Pakistan has matched India's mobilisation step for step, and is talking about bringing its peace-keepers back from UN service in Sierra Leone, and its border guards back from the Afghan frontier. Commentators have described this as the biggest mobilisation in the subcontinent for 15 years but a Western diplomat pointed out that the huge Brass Tacks exercise of 1987 was only an exercise; and the mountain war of summer 1999 in Kargil was tightly confined. This is the real thing, and there has been nothing like it since the war fought over Bangladesh in 1971.
It is also possible to argue that the war has already started. Yesterday at least two Indian soldiers were killed and six wounded during hours of mortar and machine-gun fire across the Line of Control, the de facto border between Indian and Pakistani-controlled sectors of Kashmir. Nine Islamic militants also died in Kashmir yesterday during clashes with Indian troops.
The arrest of Hafiz Saeed is much the boldest step that General Musharraf has taken towards meeting India's demands since 13 December. Predictably, Pakistan denied any connection to Indian anger.
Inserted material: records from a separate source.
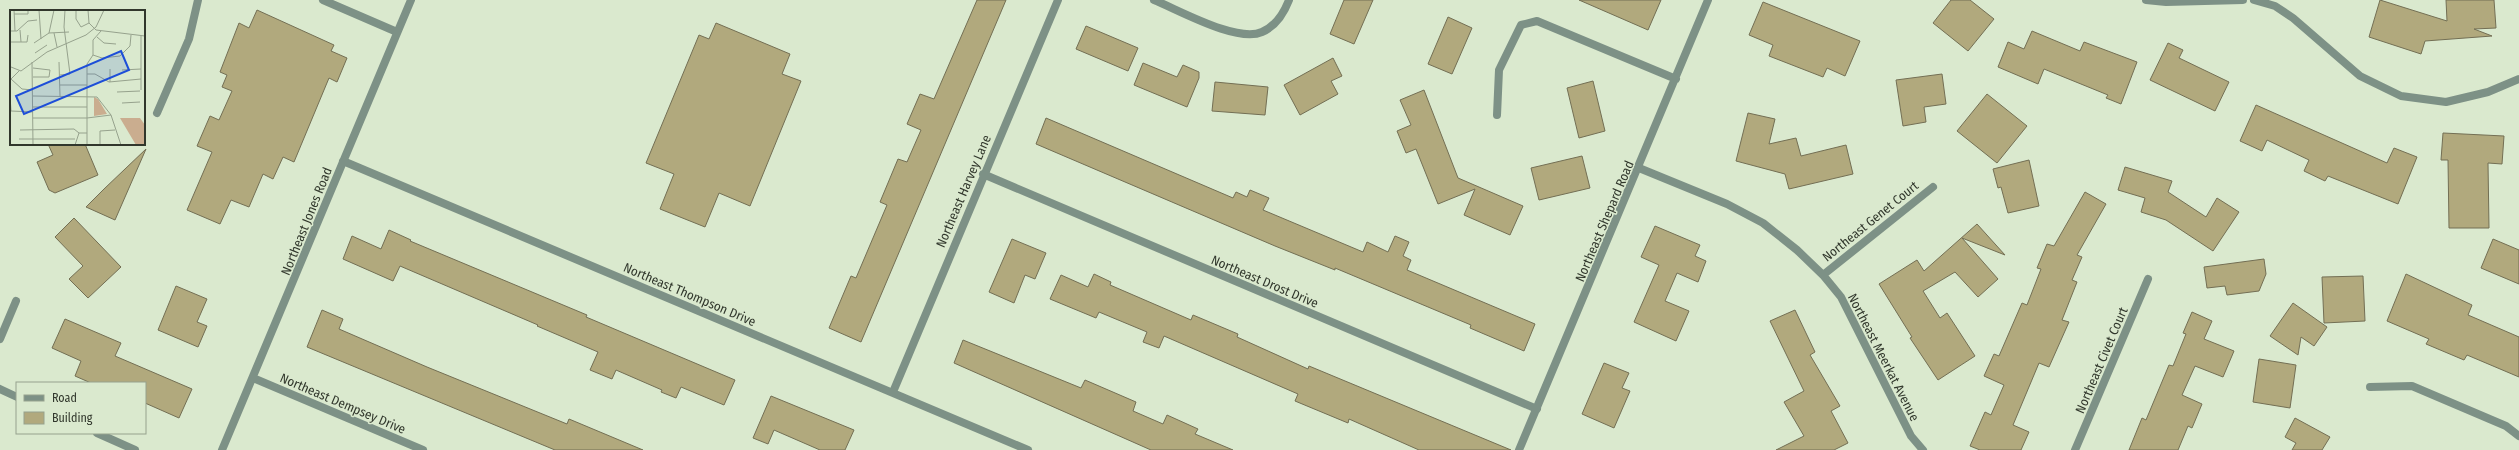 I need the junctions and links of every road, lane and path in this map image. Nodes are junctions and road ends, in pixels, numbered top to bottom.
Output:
1 (198, 0) edge
2 (323, 0) edge
3 (411, 0) edge
4 (1058, 0) edge
5 (1154, 0) edge
6 (1289, 0) edge
7 (1708, 0) edge
8 (2146, 0) edge
9 (2244, 0) edge
10 (2254, 0) edge
11 (397, 32) junction
12 (1676, 78) junction
13 (2519, 79) edge
14 (157, 113) dead end
15 (1497, 115) dead end
16 (343, 161) junction
17 (1639, 168) junction
18 (983, 174) junction
19 (1933, 187) dead end
20 (1822, 275) junction
21 (2148, 279) dead end
22 (16, 301) dead end
23 (0, 339) edge
24 (253, 378) junction
25 (2370, 387) dead end
26 (0, 389) edge
27 (893, 392) junction
28 (16, 397) edge
29 (1537, 409) junction
30 (99, 434) edge
31 (2519, 436) edge
32 (135, 450) edge
33 (222, 450) edge
34 (423, 450) edge
35 (1028, 450) edge
36 (1519, 450) edge
37 (1923, 450) edge
38 (2075, 450) edge

1 - 14 street
2 - 11 street
3 - 11 street, Northeast Jones Road
4 - 18 street, Northeast Harvey Lane
5 - 6 street
7 - 12 street, Northeast Shepard Road
8 - 9 street
10 - 13 street
11 - 16 street, Northeast Jones Road
12 - 15 street
12 - 17 street, Northeast Shepard Road
16 - 24 street, Northeast Jones Road
16 - 27 street, Northeast Thompson Drive
17 - 20 street, Northeast Meerkat Avenue
17 - 29 street, Northeast Shepard Road
18 - 27 street, Northeast Harvey Lane
18 - 29 street, Northeast Drost Drive
19 - 20 street, Northeast Genet Court
20 - 37 street, Northeast Meerkat Avenue
21 - 38 street, Northeast Civet Court
22 - 23 street
24 - 33 street, Northeast Jones Road
24 - 34 street, Northeast Dempsey Drive
25 - 31 street
26 - 28 street
27 - 35 street, Northeast Thompson Drive
29 - 36 street, Northeast Shepard Road
30 - 32 street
General Rashid Qureshi, the Pakistani leader's spokesman, said the arrest was part of "an ongoing process" to curb violence and terrorism and "has nothing to do with India".
In a sense the clampdown on militants is consistent with the policy of curbing religious extremism that General Musharraf has been pursuing since seizing power in a bloodless coup two years ago. A secular figure through and through, he has fought against entrenched interests to cut the militants' sources of cash and support, to cut their access to weapons, to bring the madrassas, the militant Islamic schools, into the educational mainstream, and to repeal a barbarous law on blasphemy. He has also removed hardliners from key positions in the ISI, Pakistan's powerful military intelligence agency.
But handing Pakistanis over to India would be political suicide. Pervez Musharraf, proud and pragmatic in equal proportions, would almost certainly prefer to go to war.